**Task brief**. Copy out each line in the material below that has the word "roads".
►
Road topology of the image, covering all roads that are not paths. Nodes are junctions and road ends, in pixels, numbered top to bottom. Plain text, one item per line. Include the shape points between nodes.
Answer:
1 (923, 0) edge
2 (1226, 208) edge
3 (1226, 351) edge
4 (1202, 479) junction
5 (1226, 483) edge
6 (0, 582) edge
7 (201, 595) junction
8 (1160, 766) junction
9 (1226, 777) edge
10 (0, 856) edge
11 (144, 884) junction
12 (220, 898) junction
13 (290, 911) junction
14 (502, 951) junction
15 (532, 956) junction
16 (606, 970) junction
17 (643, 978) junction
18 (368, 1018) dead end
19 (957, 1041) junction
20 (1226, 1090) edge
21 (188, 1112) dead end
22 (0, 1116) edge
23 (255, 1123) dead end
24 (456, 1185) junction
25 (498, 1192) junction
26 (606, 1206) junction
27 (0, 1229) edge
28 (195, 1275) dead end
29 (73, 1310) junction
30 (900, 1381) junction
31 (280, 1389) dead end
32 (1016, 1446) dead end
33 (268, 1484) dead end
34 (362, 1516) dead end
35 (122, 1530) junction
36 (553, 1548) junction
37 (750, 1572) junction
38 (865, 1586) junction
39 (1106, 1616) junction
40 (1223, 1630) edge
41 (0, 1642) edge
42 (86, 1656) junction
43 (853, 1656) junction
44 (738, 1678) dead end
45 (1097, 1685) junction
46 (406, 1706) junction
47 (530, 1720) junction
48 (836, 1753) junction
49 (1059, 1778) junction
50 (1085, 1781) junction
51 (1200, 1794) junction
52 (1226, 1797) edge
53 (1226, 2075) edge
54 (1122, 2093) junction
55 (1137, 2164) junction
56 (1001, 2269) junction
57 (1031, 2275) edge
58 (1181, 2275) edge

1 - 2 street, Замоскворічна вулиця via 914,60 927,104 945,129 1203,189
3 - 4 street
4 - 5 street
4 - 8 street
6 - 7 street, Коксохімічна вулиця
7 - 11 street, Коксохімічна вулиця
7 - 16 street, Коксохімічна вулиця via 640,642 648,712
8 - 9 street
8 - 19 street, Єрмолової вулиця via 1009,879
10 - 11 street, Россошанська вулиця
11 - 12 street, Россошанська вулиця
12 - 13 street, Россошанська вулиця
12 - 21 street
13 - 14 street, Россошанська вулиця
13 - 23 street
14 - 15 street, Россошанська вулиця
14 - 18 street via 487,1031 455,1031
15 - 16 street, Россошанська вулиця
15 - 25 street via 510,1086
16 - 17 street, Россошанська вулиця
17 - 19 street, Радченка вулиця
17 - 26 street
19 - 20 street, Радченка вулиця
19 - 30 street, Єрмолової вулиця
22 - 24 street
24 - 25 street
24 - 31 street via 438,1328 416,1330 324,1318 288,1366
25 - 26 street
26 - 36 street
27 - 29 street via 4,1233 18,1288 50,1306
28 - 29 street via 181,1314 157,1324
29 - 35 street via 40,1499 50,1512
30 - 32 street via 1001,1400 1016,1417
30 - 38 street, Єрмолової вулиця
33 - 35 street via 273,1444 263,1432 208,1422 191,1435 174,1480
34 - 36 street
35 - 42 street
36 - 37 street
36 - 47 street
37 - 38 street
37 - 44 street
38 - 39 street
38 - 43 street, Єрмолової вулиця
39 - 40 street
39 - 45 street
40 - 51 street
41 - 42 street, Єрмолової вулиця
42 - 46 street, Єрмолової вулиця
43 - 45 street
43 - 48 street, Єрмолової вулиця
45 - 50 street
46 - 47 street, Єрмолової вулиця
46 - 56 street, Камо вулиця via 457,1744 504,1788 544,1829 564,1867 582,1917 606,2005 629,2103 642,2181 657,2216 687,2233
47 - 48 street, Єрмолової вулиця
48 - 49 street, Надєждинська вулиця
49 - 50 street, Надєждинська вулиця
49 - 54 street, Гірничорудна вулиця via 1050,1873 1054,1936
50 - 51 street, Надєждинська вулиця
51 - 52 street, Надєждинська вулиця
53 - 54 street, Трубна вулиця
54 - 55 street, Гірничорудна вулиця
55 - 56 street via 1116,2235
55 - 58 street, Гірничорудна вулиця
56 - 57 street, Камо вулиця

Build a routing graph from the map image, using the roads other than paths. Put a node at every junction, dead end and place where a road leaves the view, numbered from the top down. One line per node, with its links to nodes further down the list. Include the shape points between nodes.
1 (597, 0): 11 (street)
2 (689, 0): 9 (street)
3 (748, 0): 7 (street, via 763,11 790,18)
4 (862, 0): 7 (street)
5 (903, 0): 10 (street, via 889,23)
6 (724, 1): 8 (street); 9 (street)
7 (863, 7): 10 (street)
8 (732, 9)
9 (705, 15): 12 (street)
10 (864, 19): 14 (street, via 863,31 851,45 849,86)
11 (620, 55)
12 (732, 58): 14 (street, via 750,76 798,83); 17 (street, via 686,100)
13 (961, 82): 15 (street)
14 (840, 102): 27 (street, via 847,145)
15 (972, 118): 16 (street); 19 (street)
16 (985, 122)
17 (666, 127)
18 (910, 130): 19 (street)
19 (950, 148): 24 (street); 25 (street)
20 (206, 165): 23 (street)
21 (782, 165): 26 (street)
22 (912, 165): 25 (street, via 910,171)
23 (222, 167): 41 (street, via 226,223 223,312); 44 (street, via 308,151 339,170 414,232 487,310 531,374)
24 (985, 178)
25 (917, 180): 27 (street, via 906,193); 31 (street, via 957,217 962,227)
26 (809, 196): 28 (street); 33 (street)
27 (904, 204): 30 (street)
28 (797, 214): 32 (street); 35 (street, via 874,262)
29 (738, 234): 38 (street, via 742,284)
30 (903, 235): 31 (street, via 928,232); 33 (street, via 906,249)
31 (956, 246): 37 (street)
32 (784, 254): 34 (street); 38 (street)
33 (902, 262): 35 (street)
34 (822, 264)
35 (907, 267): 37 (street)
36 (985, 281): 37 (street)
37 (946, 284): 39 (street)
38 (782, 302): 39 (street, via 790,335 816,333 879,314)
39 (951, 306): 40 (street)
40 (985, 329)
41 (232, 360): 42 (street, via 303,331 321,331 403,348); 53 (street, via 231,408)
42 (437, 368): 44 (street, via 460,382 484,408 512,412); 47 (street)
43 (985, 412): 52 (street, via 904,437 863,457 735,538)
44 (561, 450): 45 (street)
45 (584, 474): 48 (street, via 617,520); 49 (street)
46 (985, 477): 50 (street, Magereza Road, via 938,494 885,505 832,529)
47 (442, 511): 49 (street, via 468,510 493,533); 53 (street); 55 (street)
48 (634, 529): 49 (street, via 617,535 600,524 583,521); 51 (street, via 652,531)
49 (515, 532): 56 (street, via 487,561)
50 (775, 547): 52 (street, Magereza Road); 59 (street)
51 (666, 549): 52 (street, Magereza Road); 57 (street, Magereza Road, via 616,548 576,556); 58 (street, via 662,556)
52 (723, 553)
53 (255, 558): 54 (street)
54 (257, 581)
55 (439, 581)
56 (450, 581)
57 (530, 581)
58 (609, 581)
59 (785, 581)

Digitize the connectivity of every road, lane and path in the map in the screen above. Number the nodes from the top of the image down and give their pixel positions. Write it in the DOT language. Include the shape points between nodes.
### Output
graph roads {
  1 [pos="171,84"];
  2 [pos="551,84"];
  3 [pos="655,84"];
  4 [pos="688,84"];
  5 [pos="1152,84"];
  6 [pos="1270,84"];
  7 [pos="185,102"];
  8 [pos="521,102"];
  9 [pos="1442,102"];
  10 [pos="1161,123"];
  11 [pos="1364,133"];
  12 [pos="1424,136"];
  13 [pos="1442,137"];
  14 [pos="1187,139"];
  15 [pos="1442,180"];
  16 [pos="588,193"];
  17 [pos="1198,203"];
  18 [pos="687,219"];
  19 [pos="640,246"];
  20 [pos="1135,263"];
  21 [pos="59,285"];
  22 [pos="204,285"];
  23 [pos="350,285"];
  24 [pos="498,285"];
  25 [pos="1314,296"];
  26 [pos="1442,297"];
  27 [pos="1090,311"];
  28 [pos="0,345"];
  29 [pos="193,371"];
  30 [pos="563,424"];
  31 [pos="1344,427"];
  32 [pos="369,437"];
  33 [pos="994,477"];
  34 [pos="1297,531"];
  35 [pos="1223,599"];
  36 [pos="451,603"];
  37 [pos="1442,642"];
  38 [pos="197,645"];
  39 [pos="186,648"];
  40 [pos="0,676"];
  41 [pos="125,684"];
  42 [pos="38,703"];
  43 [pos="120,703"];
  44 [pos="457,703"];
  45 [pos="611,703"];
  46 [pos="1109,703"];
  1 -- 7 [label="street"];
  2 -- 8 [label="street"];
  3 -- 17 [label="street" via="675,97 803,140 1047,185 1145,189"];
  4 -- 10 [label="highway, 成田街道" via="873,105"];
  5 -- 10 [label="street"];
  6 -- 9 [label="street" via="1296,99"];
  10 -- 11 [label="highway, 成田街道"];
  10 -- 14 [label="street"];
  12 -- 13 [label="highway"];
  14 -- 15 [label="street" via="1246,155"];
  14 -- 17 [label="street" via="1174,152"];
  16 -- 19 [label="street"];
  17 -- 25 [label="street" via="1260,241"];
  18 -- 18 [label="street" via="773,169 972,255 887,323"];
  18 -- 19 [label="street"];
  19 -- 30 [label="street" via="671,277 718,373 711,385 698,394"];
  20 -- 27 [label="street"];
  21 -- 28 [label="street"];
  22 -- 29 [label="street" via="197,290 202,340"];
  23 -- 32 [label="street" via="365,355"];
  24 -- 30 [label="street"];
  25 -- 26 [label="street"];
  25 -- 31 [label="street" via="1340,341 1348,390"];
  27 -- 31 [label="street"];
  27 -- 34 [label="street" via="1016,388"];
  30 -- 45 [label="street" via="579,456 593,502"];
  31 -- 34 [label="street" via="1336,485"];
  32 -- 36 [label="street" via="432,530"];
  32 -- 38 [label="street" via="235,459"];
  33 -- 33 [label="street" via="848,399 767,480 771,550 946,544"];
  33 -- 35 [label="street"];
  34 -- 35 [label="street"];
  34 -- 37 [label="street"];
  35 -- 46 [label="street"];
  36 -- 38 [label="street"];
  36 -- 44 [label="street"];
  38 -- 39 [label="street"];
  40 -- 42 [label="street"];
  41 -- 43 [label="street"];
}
◄
**Solution for this exercise**.
Road topology of the image, covering all roads that are not paths. Nodes are junctions and road ends, in pixels, numbered top to bottom. Plain text, one item per line. Include the shape points between nodes.
Build a routing graph from the map image, using the roads other than paths. Put a node at every junction, dead end and place where a road leaves the view, numbered from the top down. One line per node, with its links to nodes further down the list. Include the shape points between nodes.
graph roads {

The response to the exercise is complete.